DIRECTIONS FOR THIS TASK: In the entries below, spot each line with the word "Maria" and copy it.

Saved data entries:
---------------

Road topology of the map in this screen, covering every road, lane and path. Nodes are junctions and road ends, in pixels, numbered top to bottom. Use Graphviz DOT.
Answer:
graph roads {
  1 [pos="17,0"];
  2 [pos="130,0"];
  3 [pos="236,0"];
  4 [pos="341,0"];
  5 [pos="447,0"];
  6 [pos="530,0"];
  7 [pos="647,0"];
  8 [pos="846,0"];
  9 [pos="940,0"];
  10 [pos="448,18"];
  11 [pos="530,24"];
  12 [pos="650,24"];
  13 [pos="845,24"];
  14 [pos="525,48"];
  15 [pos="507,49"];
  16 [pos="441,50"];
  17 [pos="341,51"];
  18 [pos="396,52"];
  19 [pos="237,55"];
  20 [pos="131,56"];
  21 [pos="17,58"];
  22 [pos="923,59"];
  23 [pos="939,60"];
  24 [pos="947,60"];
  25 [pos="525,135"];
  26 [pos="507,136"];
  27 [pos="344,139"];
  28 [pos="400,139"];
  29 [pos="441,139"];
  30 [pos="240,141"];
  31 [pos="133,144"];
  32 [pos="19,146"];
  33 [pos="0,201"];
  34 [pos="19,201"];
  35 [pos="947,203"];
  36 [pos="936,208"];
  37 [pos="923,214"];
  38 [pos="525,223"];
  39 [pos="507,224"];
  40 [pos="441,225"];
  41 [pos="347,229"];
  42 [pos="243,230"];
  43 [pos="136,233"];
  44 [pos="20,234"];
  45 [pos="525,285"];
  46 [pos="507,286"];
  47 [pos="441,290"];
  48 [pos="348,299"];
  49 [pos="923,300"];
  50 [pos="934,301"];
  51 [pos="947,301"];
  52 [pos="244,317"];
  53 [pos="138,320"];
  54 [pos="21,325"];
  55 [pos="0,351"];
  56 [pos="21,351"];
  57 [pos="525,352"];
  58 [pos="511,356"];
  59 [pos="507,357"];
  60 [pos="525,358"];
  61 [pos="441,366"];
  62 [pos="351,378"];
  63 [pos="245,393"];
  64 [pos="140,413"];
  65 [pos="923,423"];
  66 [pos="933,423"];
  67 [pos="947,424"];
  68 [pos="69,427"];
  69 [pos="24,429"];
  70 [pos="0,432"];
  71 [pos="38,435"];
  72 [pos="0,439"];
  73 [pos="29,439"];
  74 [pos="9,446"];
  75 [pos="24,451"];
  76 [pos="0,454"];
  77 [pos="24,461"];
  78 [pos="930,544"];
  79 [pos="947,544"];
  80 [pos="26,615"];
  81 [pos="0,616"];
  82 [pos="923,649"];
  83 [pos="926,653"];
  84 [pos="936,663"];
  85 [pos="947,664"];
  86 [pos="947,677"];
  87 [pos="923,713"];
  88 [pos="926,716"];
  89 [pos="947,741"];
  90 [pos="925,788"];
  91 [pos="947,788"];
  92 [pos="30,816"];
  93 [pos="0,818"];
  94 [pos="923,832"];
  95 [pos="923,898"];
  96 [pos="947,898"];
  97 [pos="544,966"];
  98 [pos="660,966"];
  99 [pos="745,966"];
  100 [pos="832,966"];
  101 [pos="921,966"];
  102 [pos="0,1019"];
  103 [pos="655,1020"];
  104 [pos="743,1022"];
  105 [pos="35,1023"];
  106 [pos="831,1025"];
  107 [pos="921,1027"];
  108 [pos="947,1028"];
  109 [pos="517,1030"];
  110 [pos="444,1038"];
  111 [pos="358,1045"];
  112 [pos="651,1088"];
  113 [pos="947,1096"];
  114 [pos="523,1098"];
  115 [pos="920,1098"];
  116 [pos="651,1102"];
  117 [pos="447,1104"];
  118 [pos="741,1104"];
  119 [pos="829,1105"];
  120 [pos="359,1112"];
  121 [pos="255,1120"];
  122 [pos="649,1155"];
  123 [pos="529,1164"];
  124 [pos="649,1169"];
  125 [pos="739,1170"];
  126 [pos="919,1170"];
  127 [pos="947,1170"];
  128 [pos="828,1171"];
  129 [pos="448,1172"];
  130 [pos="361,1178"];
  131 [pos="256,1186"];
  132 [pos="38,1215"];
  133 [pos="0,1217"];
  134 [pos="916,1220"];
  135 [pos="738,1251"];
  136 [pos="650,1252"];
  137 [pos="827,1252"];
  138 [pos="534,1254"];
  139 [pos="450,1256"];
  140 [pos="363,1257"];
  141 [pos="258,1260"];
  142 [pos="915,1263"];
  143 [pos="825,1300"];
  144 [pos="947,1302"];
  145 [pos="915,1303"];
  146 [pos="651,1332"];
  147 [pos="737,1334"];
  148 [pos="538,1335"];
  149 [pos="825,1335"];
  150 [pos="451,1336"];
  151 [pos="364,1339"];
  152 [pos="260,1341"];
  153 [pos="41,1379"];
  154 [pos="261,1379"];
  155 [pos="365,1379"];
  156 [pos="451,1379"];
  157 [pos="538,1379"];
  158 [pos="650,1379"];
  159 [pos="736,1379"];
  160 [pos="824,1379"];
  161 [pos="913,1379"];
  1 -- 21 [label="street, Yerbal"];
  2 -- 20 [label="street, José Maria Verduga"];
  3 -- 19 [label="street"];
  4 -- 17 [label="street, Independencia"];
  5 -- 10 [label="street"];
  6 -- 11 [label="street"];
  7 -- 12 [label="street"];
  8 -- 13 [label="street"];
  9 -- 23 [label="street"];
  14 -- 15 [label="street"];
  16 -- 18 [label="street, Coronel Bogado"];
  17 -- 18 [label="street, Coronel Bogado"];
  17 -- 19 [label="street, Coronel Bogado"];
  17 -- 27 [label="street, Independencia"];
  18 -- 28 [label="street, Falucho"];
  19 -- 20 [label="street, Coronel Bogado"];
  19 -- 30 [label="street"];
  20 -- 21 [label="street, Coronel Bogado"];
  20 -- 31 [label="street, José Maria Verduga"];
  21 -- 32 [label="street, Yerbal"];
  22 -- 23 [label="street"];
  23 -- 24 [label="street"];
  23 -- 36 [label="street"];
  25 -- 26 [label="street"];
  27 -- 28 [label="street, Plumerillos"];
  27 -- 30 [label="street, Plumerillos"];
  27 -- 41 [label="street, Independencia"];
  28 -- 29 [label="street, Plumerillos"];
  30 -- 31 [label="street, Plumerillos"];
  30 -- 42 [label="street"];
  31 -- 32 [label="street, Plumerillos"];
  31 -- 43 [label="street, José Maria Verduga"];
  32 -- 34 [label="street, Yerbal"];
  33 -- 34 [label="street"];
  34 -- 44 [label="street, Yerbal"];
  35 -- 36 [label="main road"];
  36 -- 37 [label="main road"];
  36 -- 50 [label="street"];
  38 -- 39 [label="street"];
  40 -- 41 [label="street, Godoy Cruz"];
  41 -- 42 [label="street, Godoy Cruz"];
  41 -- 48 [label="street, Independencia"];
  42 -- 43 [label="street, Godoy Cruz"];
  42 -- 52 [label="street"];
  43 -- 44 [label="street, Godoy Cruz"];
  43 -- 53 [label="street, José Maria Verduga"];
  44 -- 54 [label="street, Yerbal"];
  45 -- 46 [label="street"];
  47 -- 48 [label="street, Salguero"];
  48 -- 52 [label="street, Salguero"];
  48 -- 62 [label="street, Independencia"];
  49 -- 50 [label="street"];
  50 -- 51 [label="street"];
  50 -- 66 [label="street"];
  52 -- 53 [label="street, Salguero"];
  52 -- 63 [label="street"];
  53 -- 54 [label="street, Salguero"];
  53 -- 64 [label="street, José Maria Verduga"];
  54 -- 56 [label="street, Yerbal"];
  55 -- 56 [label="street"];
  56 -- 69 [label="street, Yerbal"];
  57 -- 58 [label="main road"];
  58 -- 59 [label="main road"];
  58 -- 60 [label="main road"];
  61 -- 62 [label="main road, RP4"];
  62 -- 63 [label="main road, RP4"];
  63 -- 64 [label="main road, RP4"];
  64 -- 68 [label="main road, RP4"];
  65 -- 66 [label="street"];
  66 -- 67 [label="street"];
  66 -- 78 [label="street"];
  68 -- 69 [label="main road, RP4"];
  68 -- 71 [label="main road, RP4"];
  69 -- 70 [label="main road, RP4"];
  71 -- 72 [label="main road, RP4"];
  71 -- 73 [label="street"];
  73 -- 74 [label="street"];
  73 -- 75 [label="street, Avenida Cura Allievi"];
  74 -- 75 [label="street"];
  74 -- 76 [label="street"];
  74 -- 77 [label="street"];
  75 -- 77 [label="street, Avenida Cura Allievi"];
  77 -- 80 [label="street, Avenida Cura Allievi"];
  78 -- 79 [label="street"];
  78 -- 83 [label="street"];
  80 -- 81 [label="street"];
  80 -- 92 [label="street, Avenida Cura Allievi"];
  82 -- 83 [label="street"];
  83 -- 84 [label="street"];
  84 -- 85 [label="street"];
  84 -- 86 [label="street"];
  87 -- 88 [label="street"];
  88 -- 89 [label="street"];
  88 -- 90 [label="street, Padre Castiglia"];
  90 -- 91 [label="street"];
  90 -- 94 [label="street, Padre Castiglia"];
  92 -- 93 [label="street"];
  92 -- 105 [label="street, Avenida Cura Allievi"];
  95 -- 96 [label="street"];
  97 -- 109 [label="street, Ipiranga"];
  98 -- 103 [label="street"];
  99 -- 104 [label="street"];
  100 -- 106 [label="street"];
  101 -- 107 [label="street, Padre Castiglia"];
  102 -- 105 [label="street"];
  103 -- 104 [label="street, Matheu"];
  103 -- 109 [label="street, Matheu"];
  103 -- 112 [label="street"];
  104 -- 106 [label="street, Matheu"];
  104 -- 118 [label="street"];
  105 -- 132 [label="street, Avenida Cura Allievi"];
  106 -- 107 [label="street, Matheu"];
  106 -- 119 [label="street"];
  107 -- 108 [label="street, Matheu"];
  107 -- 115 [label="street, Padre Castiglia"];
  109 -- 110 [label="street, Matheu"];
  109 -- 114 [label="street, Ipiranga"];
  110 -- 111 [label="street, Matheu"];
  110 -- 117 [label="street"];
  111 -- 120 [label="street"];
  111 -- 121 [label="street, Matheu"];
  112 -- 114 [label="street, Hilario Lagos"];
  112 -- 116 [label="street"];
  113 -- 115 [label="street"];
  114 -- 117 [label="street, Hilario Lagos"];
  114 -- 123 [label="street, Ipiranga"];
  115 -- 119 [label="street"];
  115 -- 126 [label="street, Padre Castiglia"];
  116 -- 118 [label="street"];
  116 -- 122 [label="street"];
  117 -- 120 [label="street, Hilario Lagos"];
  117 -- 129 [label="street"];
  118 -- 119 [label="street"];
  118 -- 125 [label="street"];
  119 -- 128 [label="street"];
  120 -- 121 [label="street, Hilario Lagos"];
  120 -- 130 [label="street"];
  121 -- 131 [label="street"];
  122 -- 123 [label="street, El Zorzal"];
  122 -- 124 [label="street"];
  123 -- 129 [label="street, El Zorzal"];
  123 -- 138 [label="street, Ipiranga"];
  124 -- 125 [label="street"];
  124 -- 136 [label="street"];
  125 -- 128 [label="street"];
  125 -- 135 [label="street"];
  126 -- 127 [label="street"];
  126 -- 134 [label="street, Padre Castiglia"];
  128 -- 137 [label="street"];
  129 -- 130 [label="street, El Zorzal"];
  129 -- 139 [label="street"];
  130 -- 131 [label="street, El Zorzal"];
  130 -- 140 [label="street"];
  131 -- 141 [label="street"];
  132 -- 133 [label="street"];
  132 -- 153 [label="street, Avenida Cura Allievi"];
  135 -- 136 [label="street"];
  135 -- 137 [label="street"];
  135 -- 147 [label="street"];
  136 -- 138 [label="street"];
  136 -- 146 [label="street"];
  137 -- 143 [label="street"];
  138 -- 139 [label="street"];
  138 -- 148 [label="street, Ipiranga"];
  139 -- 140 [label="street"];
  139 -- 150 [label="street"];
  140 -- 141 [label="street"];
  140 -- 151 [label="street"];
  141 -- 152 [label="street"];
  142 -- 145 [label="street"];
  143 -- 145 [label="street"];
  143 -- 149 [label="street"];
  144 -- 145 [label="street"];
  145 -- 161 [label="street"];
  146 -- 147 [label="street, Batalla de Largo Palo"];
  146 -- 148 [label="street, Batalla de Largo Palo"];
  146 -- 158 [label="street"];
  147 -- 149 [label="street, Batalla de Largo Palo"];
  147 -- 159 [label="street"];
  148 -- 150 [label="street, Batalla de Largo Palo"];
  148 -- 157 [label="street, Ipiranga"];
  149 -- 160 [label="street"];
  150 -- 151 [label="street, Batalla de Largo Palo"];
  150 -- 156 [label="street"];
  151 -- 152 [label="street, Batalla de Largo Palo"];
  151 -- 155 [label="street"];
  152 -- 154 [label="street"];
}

---------------

RESPONSE BOX:
  2 -- 20 [label="street, José Maria Verduga"];
  20 -- 31 [label="street, José Maria Verduga"];
  31 -- 43 [label="street, José Maria Verduga"];
  43 -- 53 [label="street, José Maria Verduga"];
  53 -- 64 [label="street, José Maria Verduga"];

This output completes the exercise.